Directions for this task »
Retype the complete listing without any change.

Data for this task »
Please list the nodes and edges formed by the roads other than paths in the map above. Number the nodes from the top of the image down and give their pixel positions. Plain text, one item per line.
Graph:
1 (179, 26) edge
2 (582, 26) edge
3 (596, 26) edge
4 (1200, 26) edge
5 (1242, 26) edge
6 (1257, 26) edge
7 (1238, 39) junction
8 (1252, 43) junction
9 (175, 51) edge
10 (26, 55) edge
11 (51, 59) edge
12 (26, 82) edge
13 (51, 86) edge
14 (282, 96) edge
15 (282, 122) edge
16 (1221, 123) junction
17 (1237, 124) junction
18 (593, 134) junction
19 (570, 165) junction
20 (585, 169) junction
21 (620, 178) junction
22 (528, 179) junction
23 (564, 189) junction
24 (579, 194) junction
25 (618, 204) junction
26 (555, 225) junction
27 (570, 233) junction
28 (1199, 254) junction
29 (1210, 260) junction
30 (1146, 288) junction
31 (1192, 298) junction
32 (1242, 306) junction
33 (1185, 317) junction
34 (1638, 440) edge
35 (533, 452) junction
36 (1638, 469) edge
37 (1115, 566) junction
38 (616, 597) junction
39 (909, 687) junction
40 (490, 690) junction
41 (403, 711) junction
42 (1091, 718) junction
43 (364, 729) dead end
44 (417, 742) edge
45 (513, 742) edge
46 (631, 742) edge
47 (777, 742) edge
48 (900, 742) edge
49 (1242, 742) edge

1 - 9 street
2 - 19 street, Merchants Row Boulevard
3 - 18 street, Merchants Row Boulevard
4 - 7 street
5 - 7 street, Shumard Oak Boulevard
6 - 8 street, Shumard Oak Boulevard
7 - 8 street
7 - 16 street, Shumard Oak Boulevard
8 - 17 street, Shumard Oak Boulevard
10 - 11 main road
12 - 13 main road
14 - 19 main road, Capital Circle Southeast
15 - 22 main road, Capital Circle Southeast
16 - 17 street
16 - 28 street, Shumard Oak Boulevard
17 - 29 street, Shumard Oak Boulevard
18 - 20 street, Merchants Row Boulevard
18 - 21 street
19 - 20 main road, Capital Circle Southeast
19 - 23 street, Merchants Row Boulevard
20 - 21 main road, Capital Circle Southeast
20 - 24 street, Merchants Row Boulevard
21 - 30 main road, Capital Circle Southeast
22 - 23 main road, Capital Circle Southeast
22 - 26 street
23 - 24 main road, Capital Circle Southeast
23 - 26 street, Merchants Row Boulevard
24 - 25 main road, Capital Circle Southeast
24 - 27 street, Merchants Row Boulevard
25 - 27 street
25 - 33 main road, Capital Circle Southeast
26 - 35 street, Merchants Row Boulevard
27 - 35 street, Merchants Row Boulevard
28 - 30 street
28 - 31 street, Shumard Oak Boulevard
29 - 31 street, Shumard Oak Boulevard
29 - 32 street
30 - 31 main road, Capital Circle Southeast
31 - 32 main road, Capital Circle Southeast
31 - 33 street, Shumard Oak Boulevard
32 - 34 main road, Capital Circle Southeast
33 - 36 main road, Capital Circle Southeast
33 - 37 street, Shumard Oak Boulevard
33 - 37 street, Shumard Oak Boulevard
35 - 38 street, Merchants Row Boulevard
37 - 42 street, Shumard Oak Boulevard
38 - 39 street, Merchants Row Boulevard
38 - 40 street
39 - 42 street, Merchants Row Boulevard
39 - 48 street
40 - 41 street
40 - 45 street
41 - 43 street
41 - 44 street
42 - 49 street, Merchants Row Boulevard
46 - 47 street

Exercise output »
Please list the nodes and edges formed by the roads other than paths in the map above. Number the nodes from the top of the image down and give their pixel positions. Plain text, one item per line.
Graph:
1 (179, 26) edge
2 (582, 26) edge
3 (596, 26) edge
4 (1200, 26) edge
5 (1242, 26) edge
6 (1257, 26) edge
7 (1238, 39) junction
8 (1252, 43) junction
9 (175, 51) edge
10 (26, 55) edge
11 (51, 59) edge
12 (26, 82) edge
13 (51, 86) edge
14 (282, 96) edge
15 (282, 122) edge
16 (1221, 123) junction
17 (1237, 124) junction
18 (593, 134) junction
19 (570, 165) junction
20 (585, 169) junction
21 (620, 178) junction
22 (528, 179) junction
23 (564, 189) junction
24 (579, 194) junction
25 (618, 204) junction
26 (555, 225) junction
27 (570, 233) junction
28 (1199, 254) junction
29 (1210, 260) junction
30 (1146, 288) junction
31 (1192, 298) junction
32 (1242, 306) junction
33 (1185, 317) junction
34 (1638, 440) edge
35 (533, 452) junction
36 (1638, 469) edge
37 (1115, 566) junction
38 (616, 597) junction
39 (909, 687) junction
40 (490, 690) junction
41 (403, 711) junction
42 (1091, 718) junction
43 (364, 729) dead end
44 (417, 742) edge
45 (513, 742) edge
46 (631, 742) edge
47 (777, 742) edge
48 (900, 742) edge
49 (1242, 742) edge

1 - 9 street
2 - 19 street, Merchants Row Boulevard
3 - 18 street, Merchants Row Boulevard
4 - 7 street
5 - 7 street, Shumard Oak Boulevard
6 - 8 street, Shumard Oak Boulevard
7 - 8 street
7 - 16 street, Shumard Oak Boulevard
8 - 17 street, Shumard Oak Boulevard
10 - 11 main road
12 - 13 main road
14 - 19 main road, Capital Circle Southeast
15 - 22 main road, Capital Circle Southeast
16 - 17 street
16 - 28 street, Shumard Oak Boulevard
17 - 29 street, Shumard Oak Boulevard
18 - 20 street, Merchants Row Boulevard
18 - 21 street
19 - 20 main road, Capital Circle Southeast
19 - 23 street, Merchants Row Boulevard
20 - 21 main road, Capital Circle Southeast
20 - 24 street, Merchants Row Boulevard
21 - 30 main road, Capital Circle Southeast
22 - 23 main road, Capital Circle Southeast
22 - 26 street
23 - 24 main road, Capital Circle Southeast
23 - 26 street, Merchants Row Boulevard
24 - 25 main road, Capital Circle Southeast
24 - 27 street, Merchants Row Boulevard
25 - 27 street
25 - 33 main road, Capital Circle Southeast
26 - 35 street, Merchants Row Boulevard
27 - 35 street, Merchants Row Boulevard
28 - 30 street
28 - 31 street, Shumard Oak Boulevard
29 - 31 street, Shumard Oak Boulevard
29 - 32 street
30 - 31 main road, Capital Circle Southeast
31 - 32 main road, Capital Circle Southeast
31 - 33 street, Shumard Oak Boulevard
32 - 34 main road, Capital Circle Southeast
33 - 36 main road, Capital Circle Southeast
33 - 37 street, Shumard Oak Boulevard
33 - 37 street, Shumard Oak Boulevard
35 - 38 street, Merchants Row Boulevard
37 - 42 street, Shumard Oak Boulevard
38 - 39 street, Merchants Row Boulevard
38 - 40 street
39 - 42 street, Merchants Row Boulevard
39 - 48 street
40 - 41 street
40 - 45 street
41 - 43 street
41 - 44 street
42 - 49 street, Merchants Row Boulevard
46 - 47 street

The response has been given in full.